Les humains ne sont pas tous fait pour vivre. Certains survivent en attendant de réussir à vivre et d'autres, comme moi, attendent un miracle. Mais plus un miracle dans le genre de se faire malencontreusement écraser par une voiture et d'en mourir sur le coup. Parce que tenter de se suicider, que ce soit par accident comme citer au dessus ou volontairement, et se rater, c'est bien pire. Même si ça arrivait, Jason ne poserait probablement aucune question gênantes mais mes parents eux c'était une autre histoire, ma vie serait empirée alors autant ne rien faire. Ouais, voilà, ne rien faire, c'était ce que je faisais de mieux.
Seulement, je n'avais jamais envisagé de rencontrer quelqu'un comme Kieren. Jason l'avait "engagé" contre je ne sais quoi en échange pour m'aider en quelque sorte ou m'apporter un support, mais je ne pense pas qu'il se soit douter un seul instant que celui-ci était dans un état bien plus critique que le mien.
Je poussai un long soupire avant de me préparer en vitesse et de descendre.
Je pris un pain au lait et une barre de chocolat que j'enfournai dans ma bouche en lâchant un regard en direction de Jason. Il me semblait qu'il avait perdu un peu de muscles depuis quelques temps. En fait, depuis qu'il traînait avec Kieren il avait en quelque sorte changé. En mieux ou pire?
Je montai dans sa voiture et il nous amena en cours.
En arrivant, je m'empressai d'afficher un grand sourire avant de descendre et de rentrer dans le lycée en sautillant comme à mon habitude. Je n'avais pas cours de la matinée, je comptais juste traîner à la bibliothèque jusqu'au repas.
La femme de l'accueil me vit passer le pas de la porte et me lança un grand sourire chaleureux. Elle a toujours eu l'air de bien m'aimer, pour quelles raisons d'ailleurs? Mon intérêt pour les bouquins? Ma fausse joie de vivre? Ou bien encore mes cheveux bleus?
Je choisis une rangée au hasard et plutôt que de chercher un bouquin, je me mis à les ranger correctement. Par là je veux dire, les ranger par taille. Ça m'avait toujours perturbée qu'ils ne soit pas ranger par taille dans les étagères.
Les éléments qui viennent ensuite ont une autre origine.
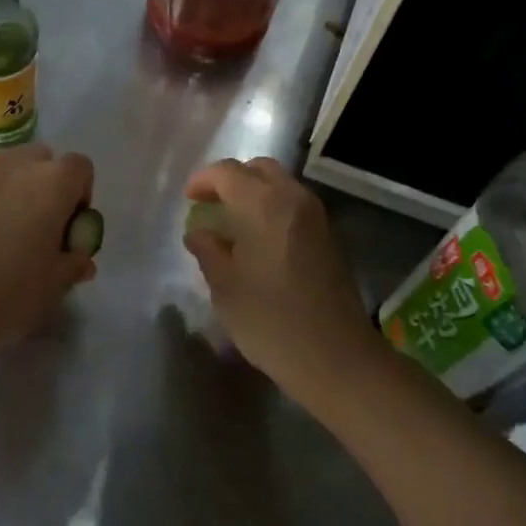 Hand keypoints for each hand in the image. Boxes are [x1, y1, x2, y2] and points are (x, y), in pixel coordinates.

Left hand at [0, 143, 95, 358]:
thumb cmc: (7, 295)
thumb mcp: (54, 287)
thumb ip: (73, 263)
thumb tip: (80, 258)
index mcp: (51, 183)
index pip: (79, 168)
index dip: (79, 195)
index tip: (68, 227)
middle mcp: (10, 164)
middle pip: (36, 160)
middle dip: (39, 185)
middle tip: (31, 228)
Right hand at [182, 157, 378, 397]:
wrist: (336, 357)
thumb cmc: (270, 321)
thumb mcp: (225, 287)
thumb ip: (208, 250)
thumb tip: (199, 231)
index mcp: (262, 204)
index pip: (227, 172)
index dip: (203, 180)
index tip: (188, 199)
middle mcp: (293, 198)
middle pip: (259, 169)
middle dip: (231, 179)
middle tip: (211, 204)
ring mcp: (316, 217)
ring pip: (280, 184)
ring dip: (254, 192)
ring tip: (233, 223)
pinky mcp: (329, 236)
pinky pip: (294, 205)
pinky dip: (272, 208)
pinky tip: (259, 239) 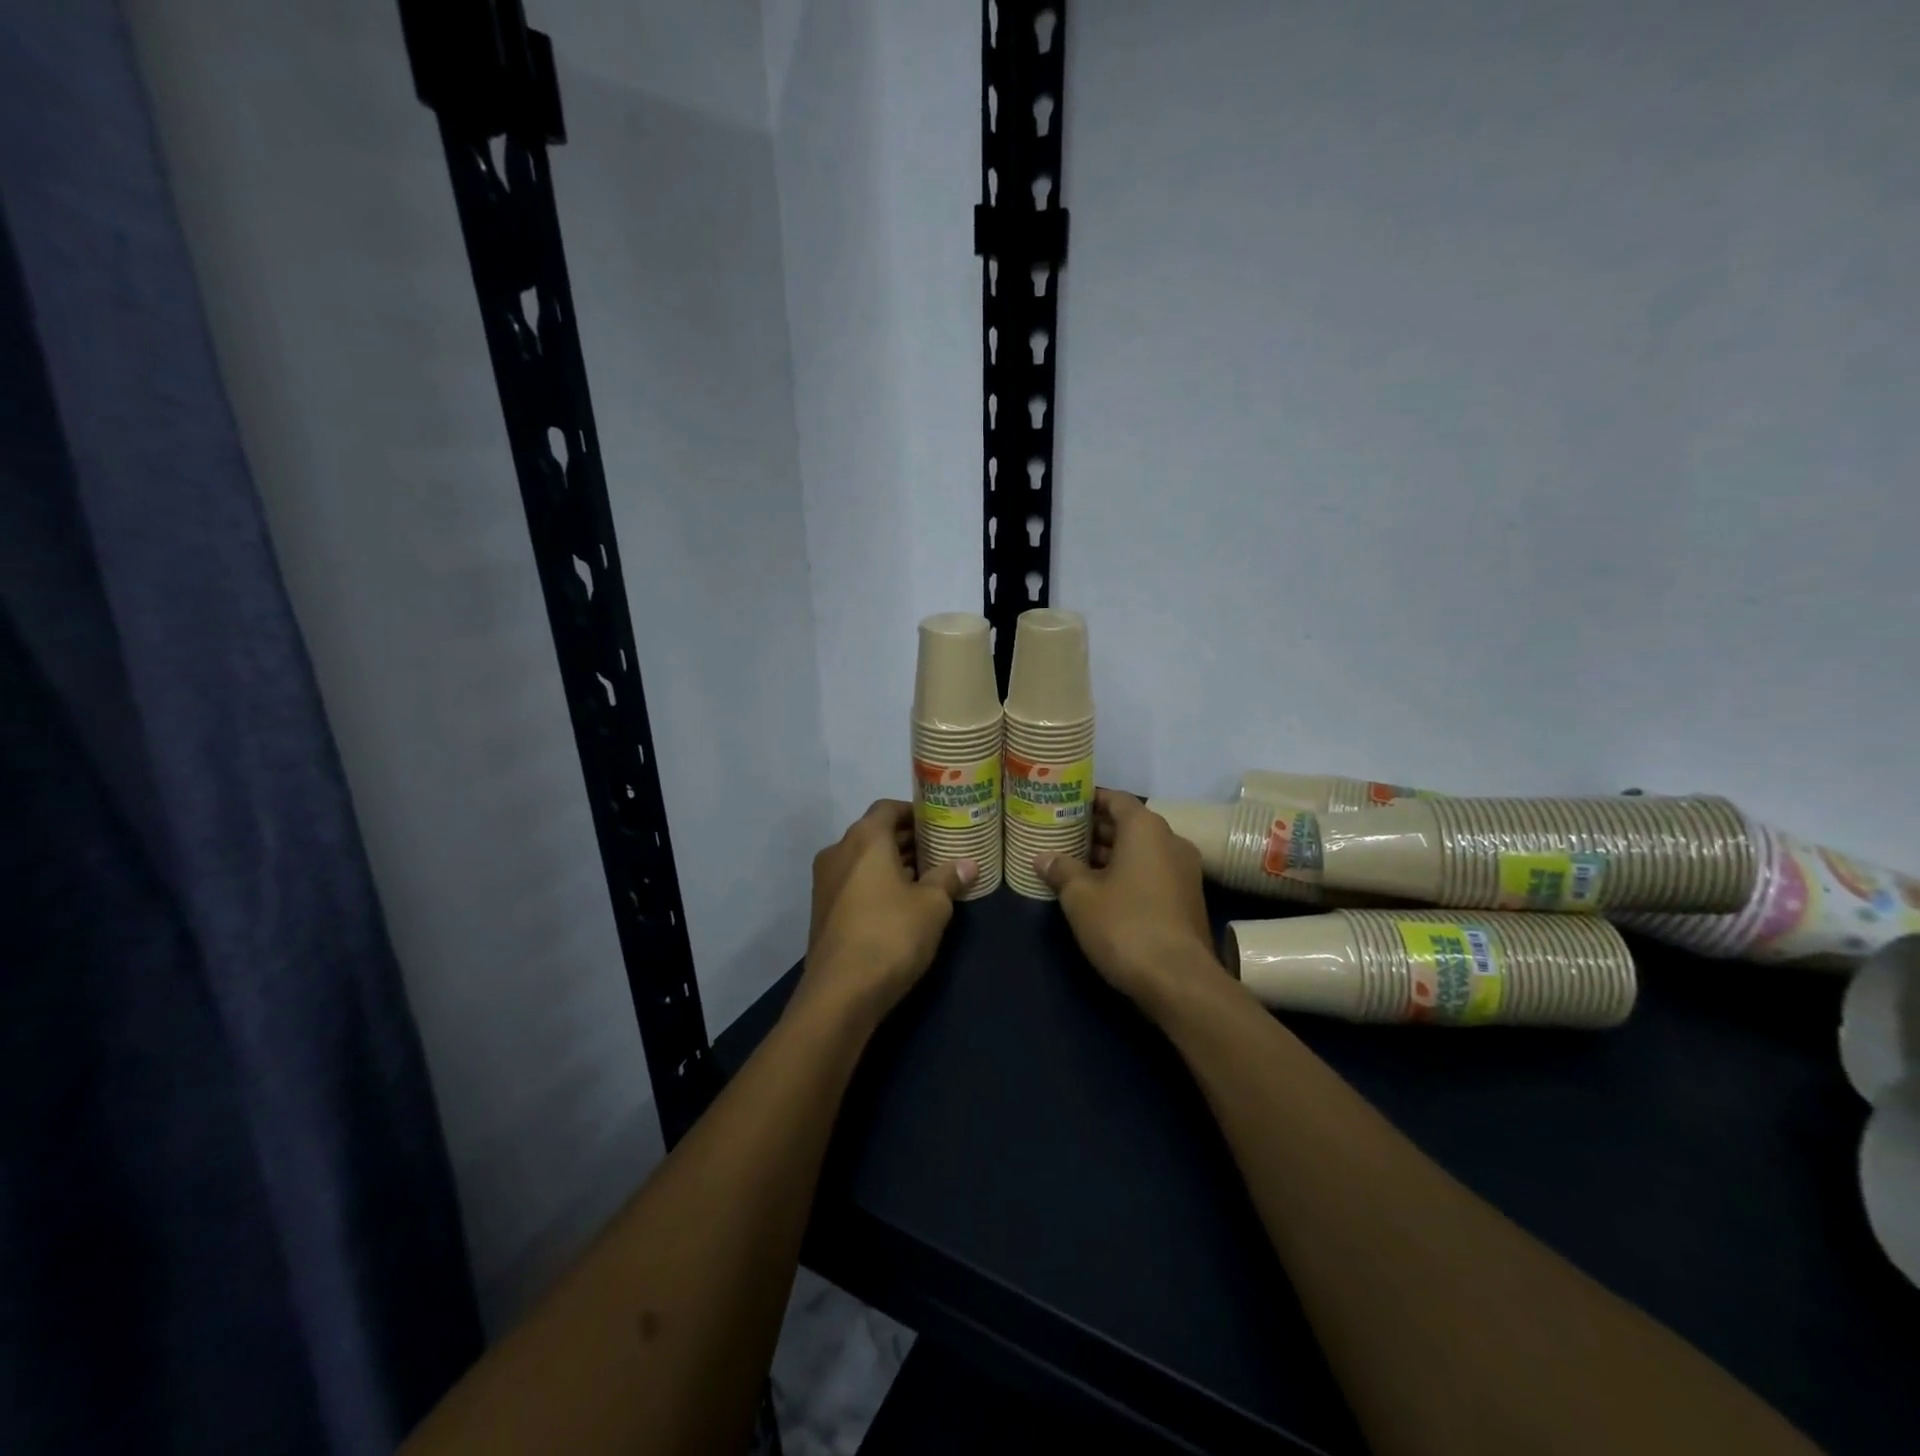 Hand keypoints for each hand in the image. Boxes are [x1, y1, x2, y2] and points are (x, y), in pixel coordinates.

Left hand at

Je dus faire ça pendant un certain temps puisque j'entendis la sonnerie retentir, peut être pour la deuxième fois, je n'avais aucune idée de combien de temps ça m'avait pris.
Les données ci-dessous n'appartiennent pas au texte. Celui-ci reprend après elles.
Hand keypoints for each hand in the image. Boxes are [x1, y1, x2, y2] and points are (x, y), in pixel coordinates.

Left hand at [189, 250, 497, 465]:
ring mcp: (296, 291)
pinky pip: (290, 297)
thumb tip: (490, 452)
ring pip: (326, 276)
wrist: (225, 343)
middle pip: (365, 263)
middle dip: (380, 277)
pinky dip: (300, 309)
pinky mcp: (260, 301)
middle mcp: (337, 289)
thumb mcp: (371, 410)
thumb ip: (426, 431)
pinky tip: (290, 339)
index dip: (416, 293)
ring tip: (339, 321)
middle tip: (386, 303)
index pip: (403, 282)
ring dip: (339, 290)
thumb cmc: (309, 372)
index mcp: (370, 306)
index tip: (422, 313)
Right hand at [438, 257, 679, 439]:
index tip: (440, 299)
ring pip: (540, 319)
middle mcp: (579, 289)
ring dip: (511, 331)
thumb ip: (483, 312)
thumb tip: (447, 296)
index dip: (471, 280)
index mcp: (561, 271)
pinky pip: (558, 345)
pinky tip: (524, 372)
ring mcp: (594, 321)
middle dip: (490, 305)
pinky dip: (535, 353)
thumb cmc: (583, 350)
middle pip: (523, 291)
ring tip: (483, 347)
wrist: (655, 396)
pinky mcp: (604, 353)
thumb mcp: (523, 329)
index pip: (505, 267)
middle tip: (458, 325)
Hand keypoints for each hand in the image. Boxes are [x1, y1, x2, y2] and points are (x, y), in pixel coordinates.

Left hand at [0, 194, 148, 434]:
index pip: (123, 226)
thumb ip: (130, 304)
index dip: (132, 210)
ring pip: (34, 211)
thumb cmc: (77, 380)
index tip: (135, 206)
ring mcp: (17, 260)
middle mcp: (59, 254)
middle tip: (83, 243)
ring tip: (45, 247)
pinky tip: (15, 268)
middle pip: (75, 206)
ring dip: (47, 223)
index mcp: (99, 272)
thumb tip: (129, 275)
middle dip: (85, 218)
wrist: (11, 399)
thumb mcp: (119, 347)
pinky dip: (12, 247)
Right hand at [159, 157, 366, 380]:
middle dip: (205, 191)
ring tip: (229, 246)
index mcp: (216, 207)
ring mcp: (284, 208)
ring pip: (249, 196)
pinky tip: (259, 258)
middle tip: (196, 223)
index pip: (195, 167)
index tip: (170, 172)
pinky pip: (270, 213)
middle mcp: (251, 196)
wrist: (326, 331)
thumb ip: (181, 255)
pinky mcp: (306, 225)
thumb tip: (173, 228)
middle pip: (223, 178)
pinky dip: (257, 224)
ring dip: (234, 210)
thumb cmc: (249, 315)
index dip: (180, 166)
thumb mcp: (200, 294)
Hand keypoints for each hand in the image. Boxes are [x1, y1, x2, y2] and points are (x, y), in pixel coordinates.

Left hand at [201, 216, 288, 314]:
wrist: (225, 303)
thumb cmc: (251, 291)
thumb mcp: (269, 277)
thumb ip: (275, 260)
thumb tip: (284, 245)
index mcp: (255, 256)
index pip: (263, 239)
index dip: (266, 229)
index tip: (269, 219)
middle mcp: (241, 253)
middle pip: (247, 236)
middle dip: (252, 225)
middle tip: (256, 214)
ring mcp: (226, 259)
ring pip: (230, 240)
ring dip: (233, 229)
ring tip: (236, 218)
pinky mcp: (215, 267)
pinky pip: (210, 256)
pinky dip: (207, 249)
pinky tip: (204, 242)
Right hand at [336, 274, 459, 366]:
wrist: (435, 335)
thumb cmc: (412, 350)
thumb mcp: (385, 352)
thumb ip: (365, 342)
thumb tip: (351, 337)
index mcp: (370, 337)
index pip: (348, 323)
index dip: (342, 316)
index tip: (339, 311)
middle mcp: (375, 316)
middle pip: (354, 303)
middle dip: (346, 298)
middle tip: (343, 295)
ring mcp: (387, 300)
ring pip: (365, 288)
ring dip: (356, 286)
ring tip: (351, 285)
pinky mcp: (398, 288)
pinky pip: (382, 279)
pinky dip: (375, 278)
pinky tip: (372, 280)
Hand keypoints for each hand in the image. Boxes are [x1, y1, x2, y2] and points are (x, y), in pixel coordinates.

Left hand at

Quelques instants après, je sentis un regard se poser sur moi. En relevant la tête, je vis un brun ténébreux avec des lunettes. Kieren.
Je vins déposer mon coude sur son épaule comme de vieux amis et lui lançai un regard en coin, fixant le sien, avant que celui-ci ne dérive vers son cou. Un suçon? J'esquissai un sourire en coin. Je n'étais donc pas la seule à m'occuper de lui ou à lui rendre des services corporels?
Je retournai m'asseoir en tailleur par terre et il me rejoigna. Je le laissai entamer la conversation, sachant déjà de quoi il allait me parler.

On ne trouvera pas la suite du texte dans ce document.